控えめに言っても、マリアン・ウィリアムソン氏はやや物騒な見解の持ち主だ。ベストセラー作家にしてスピリチュアルアドバイザー、そして米民主党の大統領候補指名を狙う彼女は、ワクシンからジェームズ・キャメロンの代表作『アバター』熱まで、ありとあらゆる過去の発言で批判の矢面に立たされている。
だが、前回の討論会終了後にウィリアムソン氏への注目と非難が集中した理由は、こうした発言のうちのひとつ、抗うつ剤に対する彼女の姿勢が大勢の人々の反感を買ったからだ。

多数メディアが報じたところでは、ウィリアムソン氏は抗うつ剤を批判するツイートをいくつも投稿し、抗うつ剤はしかるべき精神疾患の治療目的ではなく、「痛みを麻痺させる」ために過剰に処方されている、と主張した。2014年に投稿されたツイートでは、俳優ロビン・ウィリアムスの死を、死亡時に体内から抗うつ剤が発見された事実と関連付けるような発言を投稿した。

アンダーソン・クーパー氏とのインタビューの中で、ウィリアムソン氏は被害を最小限にとどめるべく、コメントの真意を明確にしようと試みた。抗うつ剤による精神疾患治療に関して「麻痺」や「隠ぺい」という表現を使ったことについて、またこうしたコメントにより、現在危機に直面している人々が本来必要な薬物療法と距離を置くのではないか、という質問に対し、ウィリアムソン氏はこう答えた。「あれは適切な発言とは言えませんね。私は一度もあんな発言をした覚えはありません。私の言い方とは全く違いますし、私の発言を完全に誤解しています」

彼女曰く、抗うつ剤に対する自分の批判はうつ病やその他精神疾患に悩む人々に向けたものではなく、「平均的水準の失望」状態にある人々に向けたものであり、人間の多様な感情を経験することは「価値がある」と付け加えた。その後彼女はメンタルヘルス業界に矛先を変え、むやみにうつ病の診断を下していると責めた。「時々、どんな診断をしているのか疑わしくなる」ことがある、とも言った。

抗うつ剤を使用した精神疾患治療に対するウィリアムソン氏の発言は、医師免許を持ったメンタルヘルスの専門家の大多数が間違っているというだろう。そうした点で、彼女の発言は非常に重い。
すべての処方投薬の例にもれず、抗うつ剤にも様々な種類があり、副作用もそれぞれ異なる一方、プロザックのようなSSRIは市場に出回って久しいため、科学業界では、多くの場合患者には害を及ぼす危険性はかなり低い、という見方が確立している。
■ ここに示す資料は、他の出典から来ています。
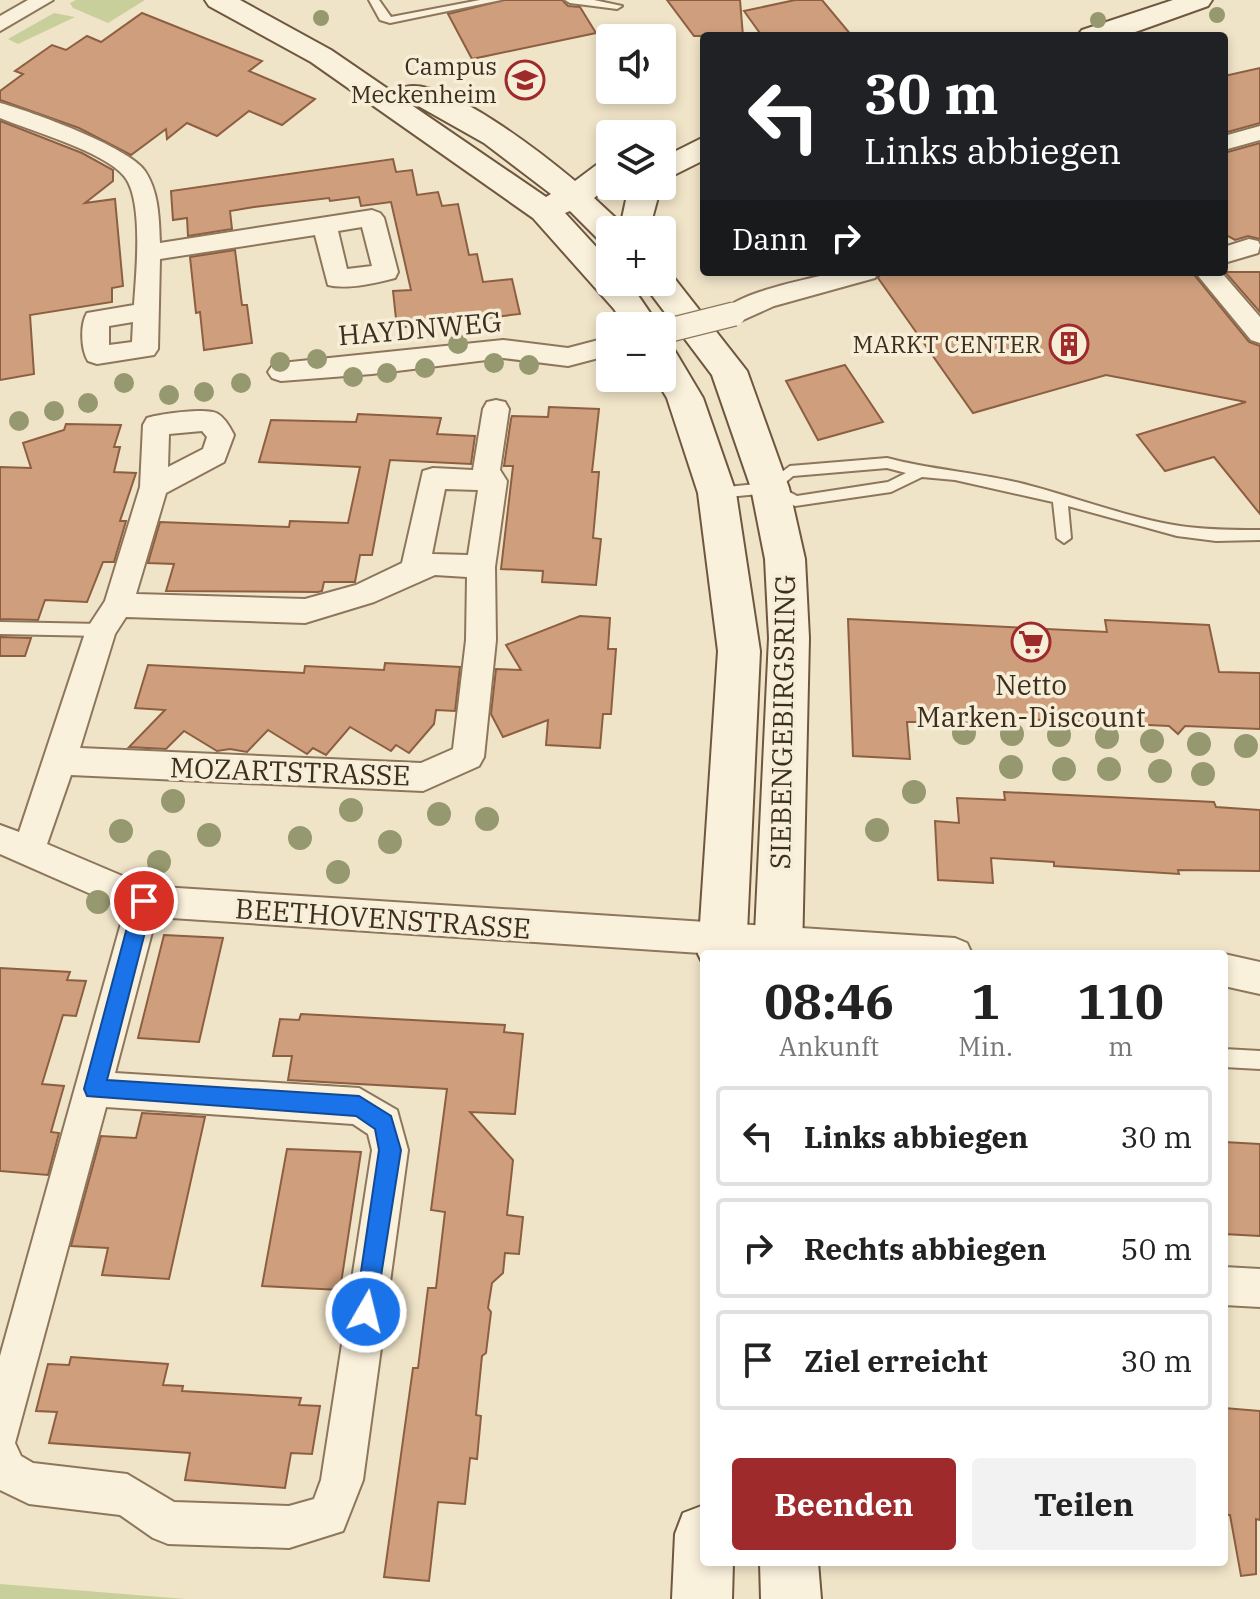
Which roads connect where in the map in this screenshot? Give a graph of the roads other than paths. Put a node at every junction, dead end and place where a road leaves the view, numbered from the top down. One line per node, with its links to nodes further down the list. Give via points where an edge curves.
1 (43, 0): 8 (street)
2 (219, 0): 10 (street)
3 (374, 0): 4 (lane, via 390,20)
4 (496, 0)
5 (570, 0): 7 (lane)
6 (1198, 0): 9 (street)
7 (617, 6)
8 (0, 25)
9 (1106, 32)
10 (321, 56): 20 (street, via 433,101 507,143); 21 (street)
11 (0, 110): 25 (street, via 107,154 135,174 146,210)
12 (1260, 133): 14 (street)
13 (700, 141): 15 (street)
14 (1228, 142)
15 (676, 147)
16 (700, 149): 17 (street)
17 (676, 163)
18 (596, 180): 20 (street)
19 (596, 191): 20 (street)
20 (575, 196): 21 (street); 22 (street)
21 (544, 211): 31 (street)
22 (596, 217)
23 (325, 226): 25 (street)
24 (1249, 247): 26 (street)
25 (148, 253): 30 (street)
26 (1228, 254)
27 (856, 276): 32 (street, bridge, via 823,290 765,300)
28 (1210, 276): 33 (street)
29 (670, 296): 41 (street, SIEBENGEBIRGSRING, via 729,371)
30 (145, 312)
31 (634, 312)
32 (676, 328)
33 (1260, 334)
34 (596, 350): 35 (street, HAYDNWEG, via 568,357 503,349)
35 (281, 372)
36 (676, 383): 42 (street, SIEBENGEBIRGSRING)
37 (496, 409): 39 (street, MOZARTSTRASSE, via 486,472)
38 (920, 472): 41 (lane, via 887,463 790,471); 41 (lane, via 891,487 795,501); 43 (lane, via 988,480)
39 (493, 481): 46 (street, MOZARTSTRASSE); 47 (street, via 433,478)
40 (154, 487): 48 (street)
41 (770, 488): 42 (lane); 55 (street, SIEBENGEBIRGSRING, via 785,559 789,638)
42 (717, 493): 54 (street, SIEBENGEBIRGSRING, via 739,651)
43 (1060, 500): 44 (lane, via 1177,531); 45 (lane)
44 (1260, 535)
45 (1064, 538)
46 (481, 567): 47 (street, via 435,564); 51 (street, MOZARTSTRASSE, via 481,640 468,757 423,777)
47 (415, 569): 48 (street, via 364,594 305,611)
48 (118, 605): 50 (street)
49 (0, 628): 50 (lane)
50 (101, 630): 51 (street)
51 (60, 761): 52 (street)
52 (14, 845): 53 (street, BEETHOVENSTRASSE)
53 (144, 901): 54 (street, BEETHOVENSTRASSE); 61 (street)
54 (722, 947): 55 (street, BEETHOVENSTRASSE)
55 (778, 948): 56 (street, BEETHOVENSTRASSE)
56 (837, 950)
57 (1228, 971): 58 (street)
58 (1260, 978)
59 (1228, 1058): 60 (lane)
60 (1260, 1060)
61 (94, 1089): 64 (street); 65 (street, via 359,1106 384,1123 390,1150 342,1480 328,1516 289,1527 168,1523 127,1495 29,1483 6,1471)
62 (1228, 1286): 63 (street)
63 (1260, 1288)
64 (0, 1429)
65 (0, 1458)
66 (703, 1566): 67 (street)
67 (702, 1599)

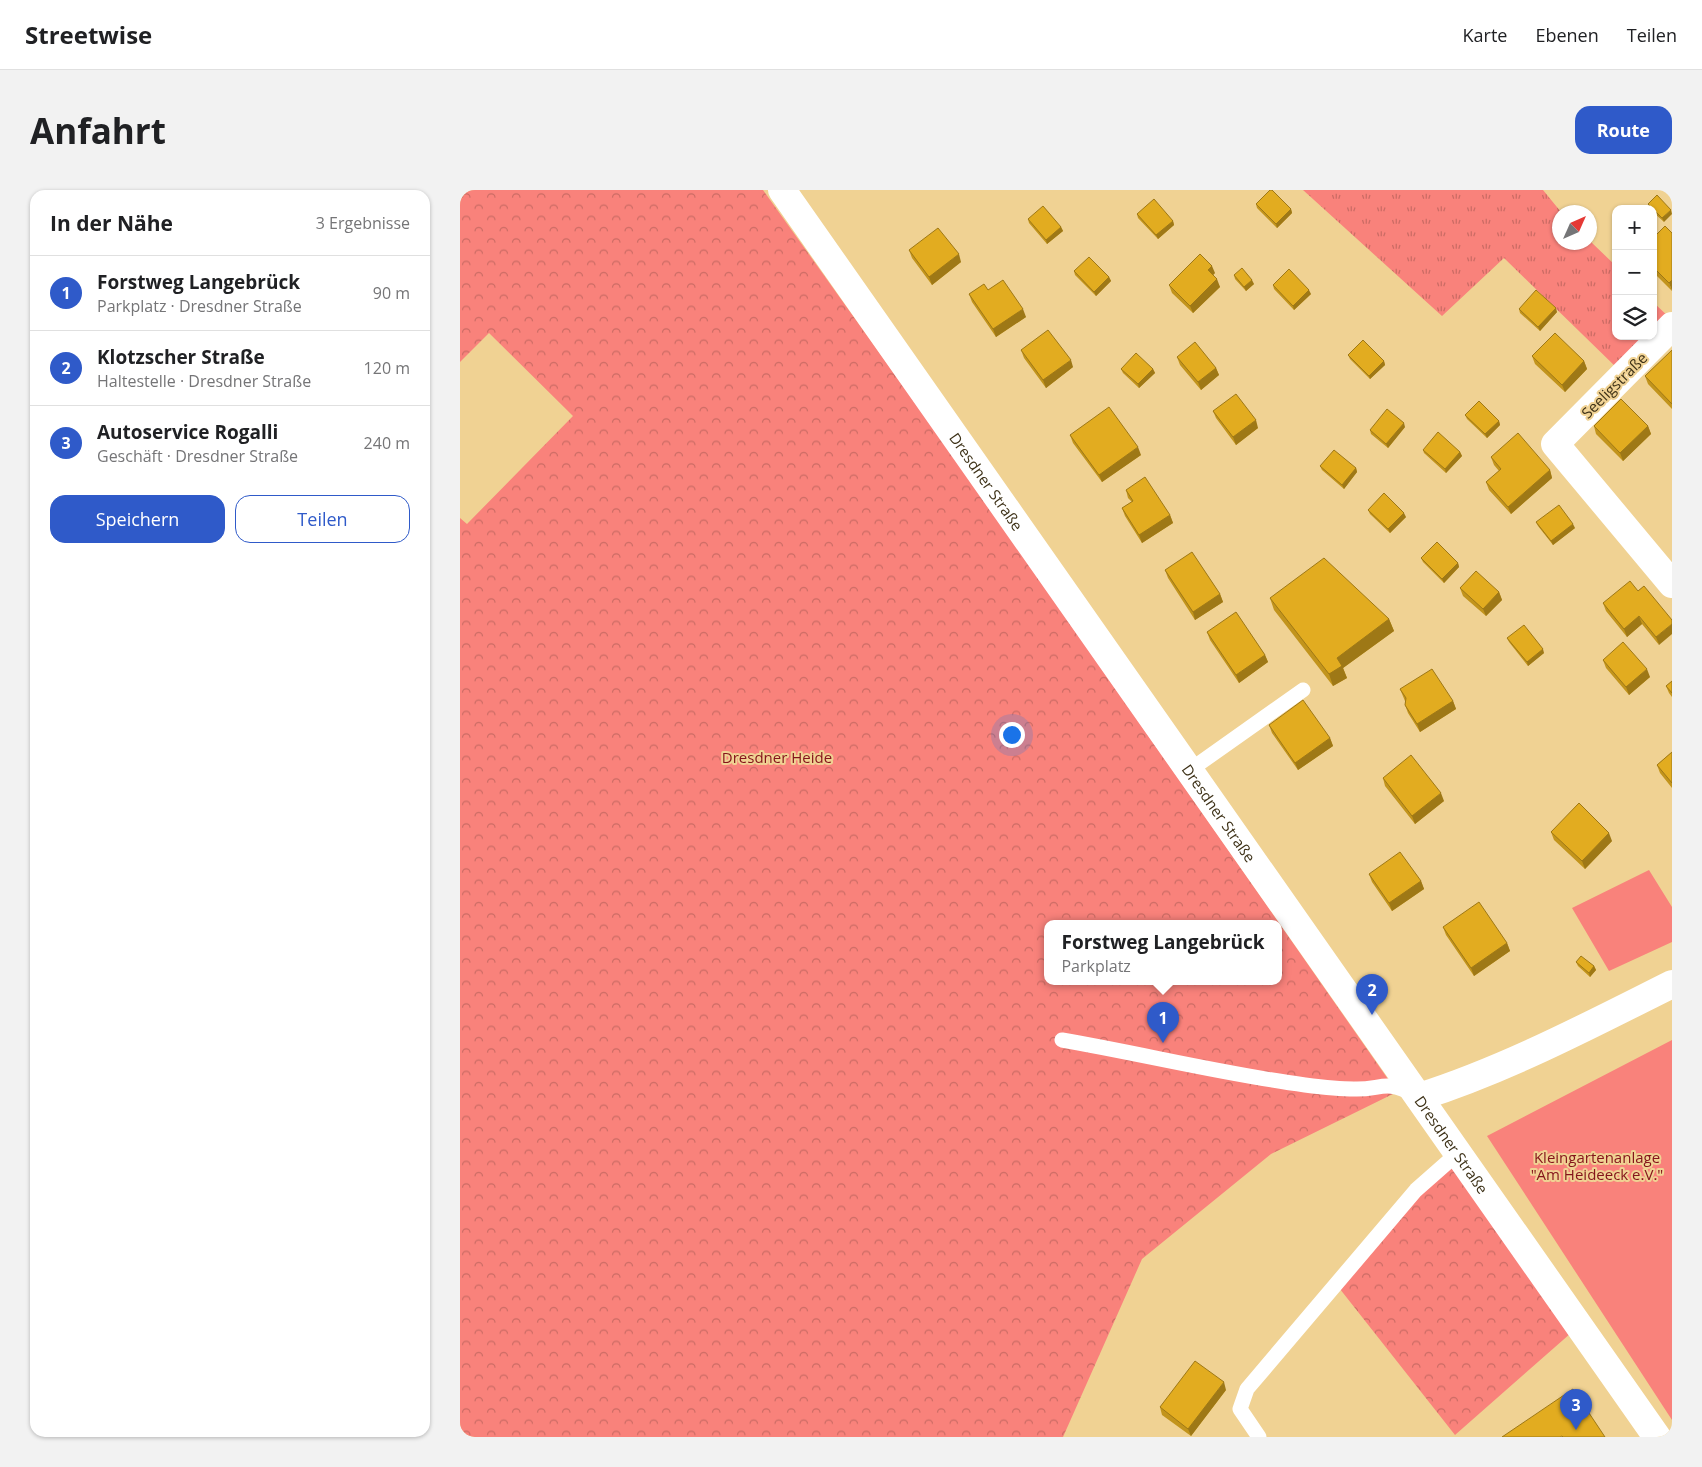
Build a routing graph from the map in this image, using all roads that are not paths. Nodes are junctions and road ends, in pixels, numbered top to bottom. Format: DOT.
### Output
graph roads {
  1 [pos="782,190"];
  2 [pos="1672,326"];
  3 [pos="1672,584"];
  4 [pos="1303,690"];
  5 [pos="1190,770"];
  6 [pos="1672,984"];
  7 [pos="1062,1040"];
  8 [pos="1419,1097"];
  9 [pos="1458,1153"];
  10 [pos="1259,1437"];
  11 [pos="1657,1437"];
  1 -- 5 [label="main road, Dresdner Straße"];
  2 -- 3 [label="main road, Seeligstraße"];
  4 -- 5 [label="lane"];
  5 -- 8 [label="main road, Dresdner Straße"];
  6 -- 8 [label="main road"];
  7 -- 8 [label="lane"];
  8 -- 9 [label="main road, Dresdner Straße"];
  9 -- 10 [label="lane"];
  9 -- 11 [label="main road, Dresdner Straße"];
}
大うつ病性障害の患者には抗うつ剤が効果的だと実証されている

さらに言えば、大うつ病性障害の患者には抗うつ剤が効果的であることも実証されている。アメリカ国立精神衛生研究所(NIMH)によれば、アメリカではおよそ700万人の成人が大うつ病性障害を患っているという。現時点で最大規模の総合研究のひとつ、11万6000人以上の患者と21種類の投薬を使って行われた522件の治験を分析した2018年のメタアナリシスによると、大うつ病性障害の患者に抗うつ剤を投与した場合、偽薬を投与した患者とくらべて効果が一様に表れたことが分かった。効力や受容性(効果をはるかにしのぐ副作用が出たかどうか)の幅もごくわずかだったということだ。

抗うつ剤が万能薬と言っているわけではない。事実そうではないし、抗うつ剤単体で治療するよりも、従来の会話セラピーと組み合わせたほうがはるかに効果的だと推奨する研究団体もかなりの数にのぼる。すべての抗うつ剤がすべての人々に効くというわけでもないし、危険性がまったくないわけでもなければ、うつに悩む人が全員抗うつ剤を飲めばよくなるというわけでもない。ただ、非常に大勢の人々に恩恵をもたらしているのは確かだ。彼らの多くはTwitterでウィリアムソン氏のコメントをフォローし、INeedMyMedsMarianne(マリアン、私は薬が必要なの)というハッシュタグを使っている。火付け役は作家兼活動家のイマーニ・バルバリン氏。彼女がウィリアムソン氏の障害や慢性疾患に対する見解を批判する記事を書いた際、ウィリアムソン氏が反論したのでこのタグを使い始めたところ、またたくまにネット上に拡散した。


うつ病や不安症はよくある病気であり、全世界の若年世代では自殺が死因の第2位にあがっていることを考えれば、精神疾患で助けを求めるのはよくないと大々的かつ執拗に反対する行為は、誤っているばかりか、有害といってもいいだろう。あえて言うならば、ソーシャルメディアで暴言を吐きまくって波風を立てた別の規格外候補者の言葉を借りれば、これこそまさに「フェイクニュース」だ。